Using the records below, give again exactly the lines from the line that contains "function stroke(path, color, width, dash)" through the line that contains "function label(font, color, halo, rows, align", both ends included, and only those.

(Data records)
________________

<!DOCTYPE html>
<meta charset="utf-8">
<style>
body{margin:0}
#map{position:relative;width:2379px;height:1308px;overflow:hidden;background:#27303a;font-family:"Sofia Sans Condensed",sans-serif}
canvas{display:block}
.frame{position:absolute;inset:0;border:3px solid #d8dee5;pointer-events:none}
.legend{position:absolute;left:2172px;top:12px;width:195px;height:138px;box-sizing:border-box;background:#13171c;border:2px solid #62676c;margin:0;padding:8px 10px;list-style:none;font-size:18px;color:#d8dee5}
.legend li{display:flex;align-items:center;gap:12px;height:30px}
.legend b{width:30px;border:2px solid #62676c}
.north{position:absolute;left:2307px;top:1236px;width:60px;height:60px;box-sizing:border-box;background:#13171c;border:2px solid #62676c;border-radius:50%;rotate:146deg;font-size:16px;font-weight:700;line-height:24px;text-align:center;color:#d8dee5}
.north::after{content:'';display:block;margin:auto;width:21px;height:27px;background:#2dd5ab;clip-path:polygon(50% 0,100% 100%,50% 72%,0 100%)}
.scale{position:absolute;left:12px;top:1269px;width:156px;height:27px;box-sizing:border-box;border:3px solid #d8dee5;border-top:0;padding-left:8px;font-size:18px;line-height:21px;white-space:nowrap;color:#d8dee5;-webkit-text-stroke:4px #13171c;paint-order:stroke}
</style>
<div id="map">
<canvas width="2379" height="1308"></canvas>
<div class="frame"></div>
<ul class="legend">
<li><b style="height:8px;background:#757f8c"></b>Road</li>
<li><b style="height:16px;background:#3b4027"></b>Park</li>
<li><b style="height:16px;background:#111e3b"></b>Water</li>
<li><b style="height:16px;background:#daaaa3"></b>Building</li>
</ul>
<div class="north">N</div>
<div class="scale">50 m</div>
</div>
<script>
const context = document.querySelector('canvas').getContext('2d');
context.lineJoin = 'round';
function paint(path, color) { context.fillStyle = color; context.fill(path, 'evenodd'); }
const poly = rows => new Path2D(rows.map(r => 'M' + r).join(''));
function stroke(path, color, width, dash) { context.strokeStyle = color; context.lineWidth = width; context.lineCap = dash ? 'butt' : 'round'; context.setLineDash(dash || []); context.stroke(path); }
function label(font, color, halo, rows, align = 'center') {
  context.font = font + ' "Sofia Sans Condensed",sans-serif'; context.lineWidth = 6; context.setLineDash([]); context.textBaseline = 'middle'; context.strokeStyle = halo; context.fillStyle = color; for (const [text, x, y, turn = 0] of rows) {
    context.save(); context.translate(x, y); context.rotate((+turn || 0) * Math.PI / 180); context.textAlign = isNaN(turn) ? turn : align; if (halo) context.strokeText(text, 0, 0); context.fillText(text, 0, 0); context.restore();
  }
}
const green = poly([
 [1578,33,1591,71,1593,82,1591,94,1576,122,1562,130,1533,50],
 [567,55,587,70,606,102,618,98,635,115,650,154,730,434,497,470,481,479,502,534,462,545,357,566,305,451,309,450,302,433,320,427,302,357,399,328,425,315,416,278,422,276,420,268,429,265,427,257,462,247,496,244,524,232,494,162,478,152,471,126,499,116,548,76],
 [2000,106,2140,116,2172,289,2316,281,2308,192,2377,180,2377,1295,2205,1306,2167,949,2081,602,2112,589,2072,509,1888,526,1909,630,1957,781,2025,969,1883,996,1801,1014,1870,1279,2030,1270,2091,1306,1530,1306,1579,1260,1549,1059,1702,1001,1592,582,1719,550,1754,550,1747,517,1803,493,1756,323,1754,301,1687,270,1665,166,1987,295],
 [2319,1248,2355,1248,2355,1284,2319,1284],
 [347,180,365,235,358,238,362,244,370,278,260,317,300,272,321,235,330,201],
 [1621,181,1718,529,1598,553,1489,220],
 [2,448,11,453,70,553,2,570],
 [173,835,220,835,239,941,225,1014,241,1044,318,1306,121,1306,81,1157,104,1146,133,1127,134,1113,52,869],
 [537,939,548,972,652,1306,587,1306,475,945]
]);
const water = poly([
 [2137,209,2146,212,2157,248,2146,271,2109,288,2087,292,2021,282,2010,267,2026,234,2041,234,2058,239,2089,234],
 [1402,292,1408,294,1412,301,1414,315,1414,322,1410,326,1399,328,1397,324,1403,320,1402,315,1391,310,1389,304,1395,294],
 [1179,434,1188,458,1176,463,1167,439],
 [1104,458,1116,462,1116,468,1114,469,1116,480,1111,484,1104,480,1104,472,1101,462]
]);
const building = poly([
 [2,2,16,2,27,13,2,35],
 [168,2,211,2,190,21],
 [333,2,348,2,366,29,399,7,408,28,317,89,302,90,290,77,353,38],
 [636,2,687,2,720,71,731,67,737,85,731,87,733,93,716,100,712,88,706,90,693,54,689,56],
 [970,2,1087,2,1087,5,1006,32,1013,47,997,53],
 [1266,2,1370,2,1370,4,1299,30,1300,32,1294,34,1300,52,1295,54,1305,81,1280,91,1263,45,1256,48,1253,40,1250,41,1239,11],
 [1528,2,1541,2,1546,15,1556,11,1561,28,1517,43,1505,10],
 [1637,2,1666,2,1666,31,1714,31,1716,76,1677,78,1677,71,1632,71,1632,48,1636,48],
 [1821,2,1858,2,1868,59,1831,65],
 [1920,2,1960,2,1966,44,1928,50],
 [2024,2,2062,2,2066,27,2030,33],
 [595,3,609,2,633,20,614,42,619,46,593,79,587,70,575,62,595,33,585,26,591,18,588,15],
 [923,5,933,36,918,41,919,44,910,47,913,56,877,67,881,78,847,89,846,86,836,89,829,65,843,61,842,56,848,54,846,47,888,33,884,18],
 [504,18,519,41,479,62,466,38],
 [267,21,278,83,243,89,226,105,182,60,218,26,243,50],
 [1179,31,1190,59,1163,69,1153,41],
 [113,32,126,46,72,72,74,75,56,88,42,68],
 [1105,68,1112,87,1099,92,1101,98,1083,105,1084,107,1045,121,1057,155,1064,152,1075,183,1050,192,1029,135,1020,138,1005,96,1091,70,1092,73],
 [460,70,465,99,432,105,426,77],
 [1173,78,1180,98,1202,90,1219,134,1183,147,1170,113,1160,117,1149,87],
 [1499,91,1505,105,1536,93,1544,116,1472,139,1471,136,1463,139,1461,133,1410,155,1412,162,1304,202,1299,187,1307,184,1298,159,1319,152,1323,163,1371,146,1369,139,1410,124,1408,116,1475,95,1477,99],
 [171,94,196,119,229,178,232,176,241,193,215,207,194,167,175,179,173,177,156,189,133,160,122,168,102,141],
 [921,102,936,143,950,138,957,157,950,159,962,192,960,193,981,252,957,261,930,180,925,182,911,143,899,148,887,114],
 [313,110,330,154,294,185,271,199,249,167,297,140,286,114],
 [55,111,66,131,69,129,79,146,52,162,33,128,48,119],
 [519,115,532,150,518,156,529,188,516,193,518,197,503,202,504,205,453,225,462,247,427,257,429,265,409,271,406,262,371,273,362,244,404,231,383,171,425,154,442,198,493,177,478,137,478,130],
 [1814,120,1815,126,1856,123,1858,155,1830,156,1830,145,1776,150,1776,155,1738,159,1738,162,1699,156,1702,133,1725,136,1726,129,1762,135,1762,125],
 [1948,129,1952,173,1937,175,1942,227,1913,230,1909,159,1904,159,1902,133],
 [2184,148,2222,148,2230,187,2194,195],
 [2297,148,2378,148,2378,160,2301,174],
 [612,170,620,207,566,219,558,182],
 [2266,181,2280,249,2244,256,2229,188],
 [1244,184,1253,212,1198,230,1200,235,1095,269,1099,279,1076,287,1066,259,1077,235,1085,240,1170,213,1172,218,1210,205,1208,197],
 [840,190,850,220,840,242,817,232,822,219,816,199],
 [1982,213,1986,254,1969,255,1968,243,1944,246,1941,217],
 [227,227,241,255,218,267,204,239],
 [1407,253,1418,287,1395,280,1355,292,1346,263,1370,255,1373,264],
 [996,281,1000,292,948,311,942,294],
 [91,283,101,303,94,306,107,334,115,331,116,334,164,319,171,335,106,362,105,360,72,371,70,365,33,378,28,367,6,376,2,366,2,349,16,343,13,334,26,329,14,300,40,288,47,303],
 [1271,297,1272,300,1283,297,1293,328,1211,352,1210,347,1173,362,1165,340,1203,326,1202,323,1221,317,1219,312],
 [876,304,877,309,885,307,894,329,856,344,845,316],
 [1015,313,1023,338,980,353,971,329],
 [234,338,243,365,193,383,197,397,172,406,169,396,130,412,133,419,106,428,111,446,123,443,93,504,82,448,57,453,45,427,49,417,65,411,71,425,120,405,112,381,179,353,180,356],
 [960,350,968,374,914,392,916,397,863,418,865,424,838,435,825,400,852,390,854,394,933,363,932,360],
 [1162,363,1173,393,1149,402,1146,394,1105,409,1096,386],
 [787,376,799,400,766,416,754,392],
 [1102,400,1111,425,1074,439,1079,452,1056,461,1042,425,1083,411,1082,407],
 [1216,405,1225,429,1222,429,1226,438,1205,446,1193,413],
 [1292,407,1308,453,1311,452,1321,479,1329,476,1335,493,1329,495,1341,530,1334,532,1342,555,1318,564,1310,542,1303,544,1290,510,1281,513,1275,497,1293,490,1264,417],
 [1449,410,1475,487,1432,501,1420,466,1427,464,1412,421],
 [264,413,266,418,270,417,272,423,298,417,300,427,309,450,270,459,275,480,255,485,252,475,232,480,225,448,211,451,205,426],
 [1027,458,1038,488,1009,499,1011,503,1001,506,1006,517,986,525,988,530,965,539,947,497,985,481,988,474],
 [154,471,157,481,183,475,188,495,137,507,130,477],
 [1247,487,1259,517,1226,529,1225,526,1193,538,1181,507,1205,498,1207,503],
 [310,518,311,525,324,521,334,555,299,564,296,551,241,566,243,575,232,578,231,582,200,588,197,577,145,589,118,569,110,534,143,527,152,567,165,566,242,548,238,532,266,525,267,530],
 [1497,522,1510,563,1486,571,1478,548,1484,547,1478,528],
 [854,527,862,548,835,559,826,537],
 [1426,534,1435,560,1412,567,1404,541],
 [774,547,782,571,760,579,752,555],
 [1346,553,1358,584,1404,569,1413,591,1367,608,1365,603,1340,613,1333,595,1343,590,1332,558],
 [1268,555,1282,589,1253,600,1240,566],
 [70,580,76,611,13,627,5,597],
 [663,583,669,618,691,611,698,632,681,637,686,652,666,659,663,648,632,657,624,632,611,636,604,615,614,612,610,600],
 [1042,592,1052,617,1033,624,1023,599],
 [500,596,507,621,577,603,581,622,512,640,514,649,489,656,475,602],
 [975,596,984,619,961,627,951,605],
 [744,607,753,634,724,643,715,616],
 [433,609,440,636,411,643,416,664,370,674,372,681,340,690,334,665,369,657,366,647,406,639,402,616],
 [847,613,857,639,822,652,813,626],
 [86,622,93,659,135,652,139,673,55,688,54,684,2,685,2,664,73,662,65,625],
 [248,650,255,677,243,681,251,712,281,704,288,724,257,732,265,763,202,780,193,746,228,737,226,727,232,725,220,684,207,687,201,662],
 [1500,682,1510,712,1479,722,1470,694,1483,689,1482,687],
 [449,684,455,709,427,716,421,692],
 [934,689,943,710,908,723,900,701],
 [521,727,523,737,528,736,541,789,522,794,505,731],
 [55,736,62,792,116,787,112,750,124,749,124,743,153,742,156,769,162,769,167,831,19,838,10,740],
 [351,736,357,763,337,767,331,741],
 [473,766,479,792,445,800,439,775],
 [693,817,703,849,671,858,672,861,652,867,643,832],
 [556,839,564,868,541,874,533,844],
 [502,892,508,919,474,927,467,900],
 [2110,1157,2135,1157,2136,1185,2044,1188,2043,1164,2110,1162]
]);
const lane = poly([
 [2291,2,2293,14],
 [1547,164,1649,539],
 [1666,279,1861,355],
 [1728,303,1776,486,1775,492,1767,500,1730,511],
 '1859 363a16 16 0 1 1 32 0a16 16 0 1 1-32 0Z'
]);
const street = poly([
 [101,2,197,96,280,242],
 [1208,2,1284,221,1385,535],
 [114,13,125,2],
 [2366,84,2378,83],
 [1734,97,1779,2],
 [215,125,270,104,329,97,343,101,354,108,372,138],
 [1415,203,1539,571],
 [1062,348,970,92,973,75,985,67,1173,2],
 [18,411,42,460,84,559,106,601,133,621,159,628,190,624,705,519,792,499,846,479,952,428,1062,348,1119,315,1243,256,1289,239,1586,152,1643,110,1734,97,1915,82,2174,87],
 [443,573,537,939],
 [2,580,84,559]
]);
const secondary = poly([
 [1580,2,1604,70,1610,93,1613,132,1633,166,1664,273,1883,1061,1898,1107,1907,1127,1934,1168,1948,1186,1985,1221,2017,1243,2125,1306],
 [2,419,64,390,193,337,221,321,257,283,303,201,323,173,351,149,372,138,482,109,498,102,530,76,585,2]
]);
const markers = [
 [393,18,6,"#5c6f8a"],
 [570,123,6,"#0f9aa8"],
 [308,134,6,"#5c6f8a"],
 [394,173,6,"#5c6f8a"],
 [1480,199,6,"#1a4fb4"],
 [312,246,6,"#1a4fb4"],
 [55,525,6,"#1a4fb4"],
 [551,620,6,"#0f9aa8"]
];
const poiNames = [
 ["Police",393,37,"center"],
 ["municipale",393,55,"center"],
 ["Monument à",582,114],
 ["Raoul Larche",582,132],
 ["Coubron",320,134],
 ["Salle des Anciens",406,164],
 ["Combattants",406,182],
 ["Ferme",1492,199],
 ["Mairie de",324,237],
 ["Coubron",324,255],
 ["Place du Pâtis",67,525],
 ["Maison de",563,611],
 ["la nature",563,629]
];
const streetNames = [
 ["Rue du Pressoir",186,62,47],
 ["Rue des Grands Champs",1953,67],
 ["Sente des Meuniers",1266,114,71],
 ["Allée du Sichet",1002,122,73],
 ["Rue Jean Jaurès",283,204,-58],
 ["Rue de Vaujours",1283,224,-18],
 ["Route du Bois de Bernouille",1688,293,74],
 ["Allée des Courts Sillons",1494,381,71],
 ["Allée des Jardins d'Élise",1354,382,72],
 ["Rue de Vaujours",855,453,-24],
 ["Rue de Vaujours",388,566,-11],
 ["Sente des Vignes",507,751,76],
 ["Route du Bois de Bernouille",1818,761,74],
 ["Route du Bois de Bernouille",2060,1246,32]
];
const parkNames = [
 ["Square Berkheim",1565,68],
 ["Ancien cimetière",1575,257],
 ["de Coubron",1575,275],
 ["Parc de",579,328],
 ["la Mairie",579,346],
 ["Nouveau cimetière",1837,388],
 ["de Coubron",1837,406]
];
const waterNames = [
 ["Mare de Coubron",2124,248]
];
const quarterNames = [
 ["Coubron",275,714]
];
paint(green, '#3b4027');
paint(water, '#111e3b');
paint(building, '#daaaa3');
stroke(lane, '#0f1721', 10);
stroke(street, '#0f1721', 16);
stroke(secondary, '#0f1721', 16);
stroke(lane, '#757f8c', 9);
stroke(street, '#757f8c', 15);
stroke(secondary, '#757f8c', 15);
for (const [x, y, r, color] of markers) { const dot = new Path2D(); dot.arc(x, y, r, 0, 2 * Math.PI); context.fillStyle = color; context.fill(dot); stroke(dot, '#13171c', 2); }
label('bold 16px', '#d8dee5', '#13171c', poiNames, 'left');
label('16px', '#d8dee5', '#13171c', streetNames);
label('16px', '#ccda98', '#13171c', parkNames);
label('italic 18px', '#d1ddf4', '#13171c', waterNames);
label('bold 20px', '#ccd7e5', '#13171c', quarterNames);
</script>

________________

Response to the task:
function stroke(path, color, width, dash) { context.strokeStyle = color; context.lineWidth = width; context.lineCap = dash ? 'butt' : 'round'; context.setLineDash(dash || []); context.stroke(path); }
function label(font, color, halo, rows, align = 'center') {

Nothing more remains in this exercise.